[Saved data entries]

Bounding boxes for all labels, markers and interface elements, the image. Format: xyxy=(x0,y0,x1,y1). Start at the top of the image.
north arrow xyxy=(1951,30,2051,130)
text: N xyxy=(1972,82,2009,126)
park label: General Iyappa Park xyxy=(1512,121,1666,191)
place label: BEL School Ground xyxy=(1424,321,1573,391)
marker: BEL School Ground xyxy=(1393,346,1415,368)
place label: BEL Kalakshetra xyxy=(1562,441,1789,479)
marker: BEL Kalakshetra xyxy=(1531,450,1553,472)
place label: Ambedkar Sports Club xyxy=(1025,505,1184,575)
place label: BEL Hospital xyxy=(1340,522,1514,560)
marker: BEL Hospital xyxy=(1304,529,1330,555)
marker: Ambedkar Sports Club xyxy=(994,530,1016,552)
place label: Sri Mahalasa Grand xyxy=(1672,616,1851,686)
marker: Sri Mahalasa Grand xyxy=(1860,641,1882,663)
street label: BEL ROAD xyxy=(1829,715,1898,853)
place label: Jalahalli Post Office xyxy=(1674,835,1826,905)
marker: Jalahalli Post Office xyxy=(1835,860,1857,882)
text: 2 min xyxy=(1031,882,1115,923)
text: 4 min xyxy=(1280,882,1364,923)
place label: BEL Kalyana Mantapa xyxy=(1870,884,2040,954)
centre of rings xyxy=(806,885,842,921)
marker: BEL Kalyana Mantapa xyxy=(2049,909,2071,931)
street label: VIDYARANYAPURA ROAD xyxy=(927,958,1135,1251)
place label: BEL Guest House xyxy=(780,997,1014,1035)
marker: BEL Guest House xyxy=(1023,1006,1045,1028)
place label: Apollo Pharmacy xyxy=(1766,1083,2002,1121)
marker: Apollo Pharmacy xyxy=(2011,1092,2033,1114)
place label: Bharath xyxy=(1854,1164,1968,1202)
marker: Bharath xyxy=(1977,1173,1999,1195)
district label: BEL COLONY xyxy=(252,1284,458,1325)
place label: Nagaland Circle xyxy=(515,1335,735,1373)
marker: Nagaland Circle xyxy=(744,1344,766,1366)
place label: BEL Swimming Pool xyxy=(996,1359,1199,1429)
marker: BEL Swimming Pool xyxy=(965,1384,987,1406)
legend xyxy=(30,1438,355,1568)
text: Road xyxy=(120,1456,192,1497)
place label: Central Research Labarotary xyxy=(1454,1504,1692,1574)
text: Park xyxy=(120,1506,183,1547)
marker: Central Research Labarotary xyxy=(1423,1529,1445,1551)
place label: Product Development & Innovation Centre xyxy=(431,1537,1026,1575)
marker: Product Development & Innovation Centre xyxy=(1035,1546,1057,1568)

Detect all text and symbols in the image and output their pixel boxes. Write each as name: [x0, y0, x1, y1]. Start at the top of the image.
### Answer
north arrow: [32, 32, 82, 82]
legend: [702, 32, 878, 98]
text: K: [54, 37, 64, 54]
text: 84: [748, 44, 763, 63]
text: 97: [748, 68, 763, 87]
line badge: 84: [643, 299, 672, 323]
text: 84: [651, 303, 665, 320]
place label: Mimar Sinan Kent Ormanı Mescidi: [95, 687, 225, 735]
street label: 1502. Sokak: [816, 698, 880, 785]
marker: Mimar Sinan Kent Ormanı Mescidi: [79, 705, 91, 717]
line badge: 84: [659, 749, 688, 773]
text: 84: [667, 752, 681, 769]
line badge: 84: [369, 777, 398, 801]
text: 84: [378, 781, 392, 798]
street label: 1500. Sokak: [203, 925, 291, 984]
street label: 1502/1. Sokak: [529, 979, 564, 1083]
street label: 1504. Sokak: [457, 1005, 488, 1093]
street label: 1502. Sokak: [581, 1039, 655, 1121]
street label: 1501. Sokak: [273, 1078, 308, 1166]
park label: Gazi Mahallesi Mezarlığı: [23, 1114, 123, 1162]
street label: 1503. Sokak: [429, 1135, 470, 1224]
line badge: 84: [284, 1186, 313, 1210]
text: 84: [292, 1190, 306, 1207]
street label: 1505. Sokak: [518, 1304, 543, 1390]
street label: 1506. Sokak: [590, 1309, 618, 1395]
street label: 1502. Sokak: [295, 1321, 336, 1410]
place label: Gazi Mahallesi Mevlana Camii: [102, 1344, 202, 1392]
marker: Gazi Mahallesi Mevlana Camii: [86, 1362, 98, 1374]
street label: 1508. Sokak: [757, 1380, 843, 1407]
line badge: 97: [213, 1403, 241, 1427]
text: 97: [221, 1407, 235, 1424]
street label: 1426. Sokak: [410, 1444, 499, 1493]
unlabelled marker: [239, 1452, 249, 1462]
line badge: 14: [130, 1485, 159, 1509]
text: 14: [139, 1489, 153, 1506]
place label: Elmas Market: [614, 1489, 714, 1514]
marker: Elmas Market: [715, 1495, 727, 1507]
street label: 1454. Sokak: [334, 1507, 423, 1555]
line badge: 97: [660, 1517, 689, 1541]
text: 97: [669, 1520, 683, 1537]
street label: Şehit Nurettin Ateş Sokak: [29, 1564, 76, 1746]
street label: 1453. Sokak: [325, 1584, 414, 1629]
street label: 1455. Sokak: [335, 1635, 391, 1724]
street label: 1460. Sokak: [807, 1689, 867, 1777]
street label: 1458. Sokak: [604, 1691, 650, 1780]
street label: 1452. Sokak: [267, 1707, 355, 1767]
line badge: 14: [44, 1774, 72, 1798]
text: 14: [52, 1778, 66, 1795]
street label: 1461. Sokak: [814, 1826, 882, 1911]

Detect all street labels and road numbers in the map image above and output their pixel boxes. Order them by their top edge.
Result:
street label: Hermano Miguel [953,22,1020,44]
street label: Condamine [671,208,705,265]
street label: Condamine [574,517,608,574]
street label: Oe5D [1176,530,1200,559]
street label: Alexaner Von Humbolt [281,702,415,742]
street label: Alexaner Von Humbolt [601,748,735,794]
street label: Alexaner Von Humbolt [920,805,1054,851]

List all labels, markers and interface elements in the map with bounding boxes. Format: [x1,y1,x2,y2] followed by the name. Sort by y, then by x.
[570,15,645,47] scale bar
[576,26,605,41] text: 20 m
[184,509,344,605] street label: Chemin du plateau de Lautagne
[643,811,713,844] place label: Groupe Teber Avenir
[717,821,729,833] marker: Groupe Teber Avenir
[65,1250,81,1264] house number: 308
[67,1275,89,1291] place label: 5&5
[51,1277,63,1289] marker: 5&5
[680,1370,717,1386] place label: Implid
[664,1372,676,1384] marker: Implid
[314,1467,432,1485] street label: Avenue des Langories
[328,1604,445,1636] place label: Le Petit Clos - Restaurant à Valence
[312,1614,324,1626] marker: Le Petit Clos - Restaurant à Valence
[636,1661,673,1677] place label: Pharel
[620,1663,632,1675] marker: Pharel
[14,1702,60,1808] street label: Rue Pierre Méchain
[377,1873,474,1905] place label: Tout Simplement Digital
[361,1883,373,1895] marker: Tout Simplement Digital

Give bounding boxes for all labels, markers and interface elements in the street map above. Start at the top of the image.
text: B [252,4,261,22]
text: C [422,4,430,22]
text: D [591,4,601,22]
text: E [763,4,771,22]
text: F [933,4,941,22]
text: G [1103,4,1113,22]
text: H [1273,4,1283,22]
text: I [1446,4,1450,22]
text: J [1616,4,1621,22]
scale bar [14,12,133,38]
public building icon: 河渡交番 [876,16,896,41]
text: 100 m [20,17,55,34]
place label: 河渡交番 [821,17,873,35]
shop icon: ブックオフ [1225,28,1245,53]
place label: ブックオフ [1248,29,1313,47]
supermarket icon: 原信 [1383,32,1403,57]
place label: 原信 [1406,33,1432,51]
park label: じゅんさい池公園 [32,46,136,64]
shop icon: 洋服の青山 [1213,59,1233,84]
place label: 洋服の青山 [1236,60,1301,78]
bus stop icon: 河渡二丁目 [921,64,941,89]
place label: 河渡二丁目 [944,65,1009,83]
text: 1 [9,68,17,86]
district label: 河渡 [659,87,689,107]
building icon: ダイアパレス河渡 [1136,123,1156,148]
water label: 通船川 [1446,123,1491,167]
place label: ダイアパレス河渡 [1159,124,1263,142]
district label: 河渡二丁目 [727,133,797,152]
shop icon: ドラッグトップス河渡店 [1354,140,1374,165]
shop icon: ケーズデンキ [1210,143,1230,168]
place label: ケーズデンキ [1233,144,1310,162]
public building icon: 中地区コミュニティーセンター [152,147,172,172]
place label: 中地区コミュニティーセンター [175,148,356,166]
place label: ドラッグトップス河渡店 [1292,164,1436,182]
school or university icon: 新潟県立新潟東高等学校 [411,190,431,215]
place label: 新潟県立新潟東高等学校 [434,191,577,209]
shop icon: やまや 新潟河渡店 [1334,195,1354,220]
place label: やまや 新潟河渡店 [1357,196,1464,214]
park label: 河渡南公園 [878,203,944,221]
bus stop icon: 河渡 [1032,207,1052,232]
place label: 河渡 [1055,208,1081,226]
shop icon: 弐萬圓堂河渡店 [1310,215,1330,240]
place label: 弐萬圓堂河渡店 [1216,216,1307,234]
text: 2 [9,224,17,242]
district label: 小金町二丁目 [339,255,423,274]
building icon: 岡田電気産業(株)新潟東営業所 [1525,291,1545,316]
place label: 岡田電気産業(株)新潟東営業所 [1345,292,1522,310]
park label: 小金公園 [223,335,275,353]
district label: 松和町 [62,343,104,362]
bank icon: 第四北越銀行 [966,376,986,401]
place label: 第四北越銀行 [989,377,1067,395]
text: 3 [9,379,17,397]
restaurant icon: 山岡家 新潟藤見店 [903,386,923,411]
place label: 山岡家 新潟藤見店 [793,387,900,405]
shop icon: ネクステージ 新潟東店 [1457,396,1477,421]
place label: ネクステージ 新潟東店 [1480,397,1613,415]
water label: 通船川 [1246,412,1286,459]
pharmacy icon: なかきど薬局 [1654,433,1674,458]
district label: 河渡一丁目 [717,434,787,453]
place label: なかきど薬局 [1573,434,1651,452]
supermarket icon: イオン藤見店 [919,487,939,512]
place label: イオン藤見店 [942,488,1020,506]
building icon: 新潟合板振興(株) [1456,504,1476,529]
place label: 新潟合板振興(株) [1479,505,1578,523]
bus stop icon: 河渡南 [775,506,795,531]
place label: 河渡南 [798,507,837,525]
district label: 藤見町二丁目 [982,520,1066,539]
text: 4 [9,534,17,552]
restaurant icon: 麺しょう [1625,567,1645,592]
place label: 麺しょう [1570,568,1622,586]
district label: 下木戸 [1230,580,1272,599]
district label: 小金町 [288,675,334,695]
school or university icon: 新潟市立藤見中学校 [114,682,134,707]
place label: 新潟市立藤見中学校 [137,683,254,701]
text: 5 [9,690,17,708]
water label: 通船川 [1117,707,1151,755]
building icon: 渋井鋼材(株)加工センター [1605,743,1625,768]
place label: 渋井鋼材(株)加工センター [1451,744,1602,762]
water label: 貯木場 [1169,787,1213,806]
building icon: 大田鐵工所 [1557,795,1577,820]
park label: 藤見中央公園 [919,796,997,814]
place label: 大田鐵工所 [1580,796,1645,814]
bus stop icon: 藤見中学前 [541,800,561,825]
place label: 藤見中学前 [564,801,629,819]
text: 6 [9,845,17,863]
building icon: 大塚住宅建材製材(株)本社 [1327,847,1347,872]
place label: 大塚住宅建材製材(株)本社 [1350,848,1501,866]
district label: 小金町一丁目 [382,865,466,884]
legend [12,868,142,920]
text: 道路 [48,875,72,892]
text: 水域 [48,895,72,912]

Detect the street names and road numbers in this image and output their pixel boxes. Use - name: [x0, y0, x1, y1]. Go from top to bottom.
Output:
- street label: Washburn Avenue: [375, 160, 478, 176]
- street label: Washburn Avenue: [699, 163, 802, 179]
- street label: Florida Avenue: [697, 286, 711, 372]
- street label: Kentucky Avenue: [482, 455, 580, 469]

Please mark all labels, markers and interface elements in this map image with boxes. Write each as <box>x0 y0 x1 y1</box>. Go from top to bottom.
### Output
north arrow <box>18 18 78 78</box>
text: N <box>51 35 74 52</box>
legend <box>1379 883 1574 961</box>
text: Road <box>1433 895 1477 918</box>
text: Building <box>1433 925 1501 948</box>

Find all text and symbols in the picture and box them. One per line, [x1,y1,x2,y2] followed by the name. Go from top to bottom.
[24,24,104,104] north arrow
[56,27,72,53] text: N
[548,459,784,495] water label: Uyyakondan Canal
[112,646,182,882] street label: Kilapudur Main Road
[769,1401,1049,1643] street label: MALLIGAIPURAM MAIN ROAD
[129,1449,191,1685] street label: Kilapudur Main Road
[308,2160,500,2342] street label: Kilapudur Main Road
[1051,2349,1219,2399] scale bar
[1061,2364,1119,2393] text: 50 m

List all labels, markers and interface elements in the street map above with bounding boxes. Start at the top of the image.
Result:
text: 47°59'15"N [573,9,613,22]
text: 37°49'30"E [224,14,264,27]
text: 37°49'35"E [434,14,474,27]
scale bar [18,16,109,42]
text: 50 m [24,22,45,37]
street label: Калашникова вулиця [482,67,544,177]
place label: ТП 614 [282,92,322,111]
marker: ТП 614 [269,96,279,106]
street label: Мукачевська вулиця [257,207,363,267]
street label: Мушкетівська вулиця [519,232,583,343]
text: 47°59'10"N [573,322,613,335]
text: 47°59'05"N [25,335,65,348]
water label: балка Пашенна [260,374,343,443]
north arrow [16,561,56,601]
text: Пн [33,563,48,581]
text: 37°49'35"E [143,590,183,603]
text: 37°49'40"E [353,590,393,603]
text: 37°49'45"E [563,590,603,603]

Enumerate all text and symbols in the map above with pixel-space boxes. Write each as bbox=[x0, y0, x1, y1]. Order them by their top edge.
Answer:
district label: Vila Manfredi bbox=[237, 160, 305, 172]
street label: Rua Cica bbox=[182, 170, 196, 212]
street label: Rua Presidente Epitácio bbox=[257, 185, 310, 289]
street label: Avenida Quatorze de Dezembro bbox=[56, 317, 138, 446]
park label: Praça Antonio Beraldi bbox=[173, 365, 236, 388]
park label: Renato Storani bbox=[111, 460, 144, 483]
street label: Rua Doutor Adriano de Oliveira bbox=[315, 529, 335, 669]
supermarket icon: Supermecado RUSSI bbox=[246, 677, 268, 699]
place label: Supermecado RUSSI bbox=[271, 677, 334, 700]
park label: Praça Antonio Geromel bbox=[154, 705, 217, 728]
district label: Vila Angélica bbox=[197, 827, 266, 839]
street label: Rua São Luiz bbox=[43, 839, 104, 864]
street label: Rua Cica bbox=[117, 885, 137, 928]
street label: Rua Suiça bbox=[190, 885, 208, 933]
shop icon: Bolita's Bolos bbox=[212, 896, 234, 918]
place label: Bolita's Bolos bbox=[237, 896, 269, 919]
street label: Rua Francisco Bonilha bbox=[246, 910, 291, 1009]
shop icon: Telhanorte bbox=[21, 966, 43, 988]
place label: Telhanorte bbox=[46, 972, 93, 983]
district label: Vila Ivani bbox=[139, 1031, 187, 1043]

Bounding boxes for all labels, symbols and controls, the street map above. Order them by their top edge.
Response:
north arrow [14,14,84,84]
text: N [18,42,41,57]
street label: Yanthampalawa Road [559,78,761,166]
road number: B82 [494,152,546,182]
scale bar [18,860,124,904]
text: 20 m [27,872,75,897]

● **WORK INSTRUCTIONS**
A single number is the answer here: how many lines above carry the string "List"?

● **ANSWER SECTION**
2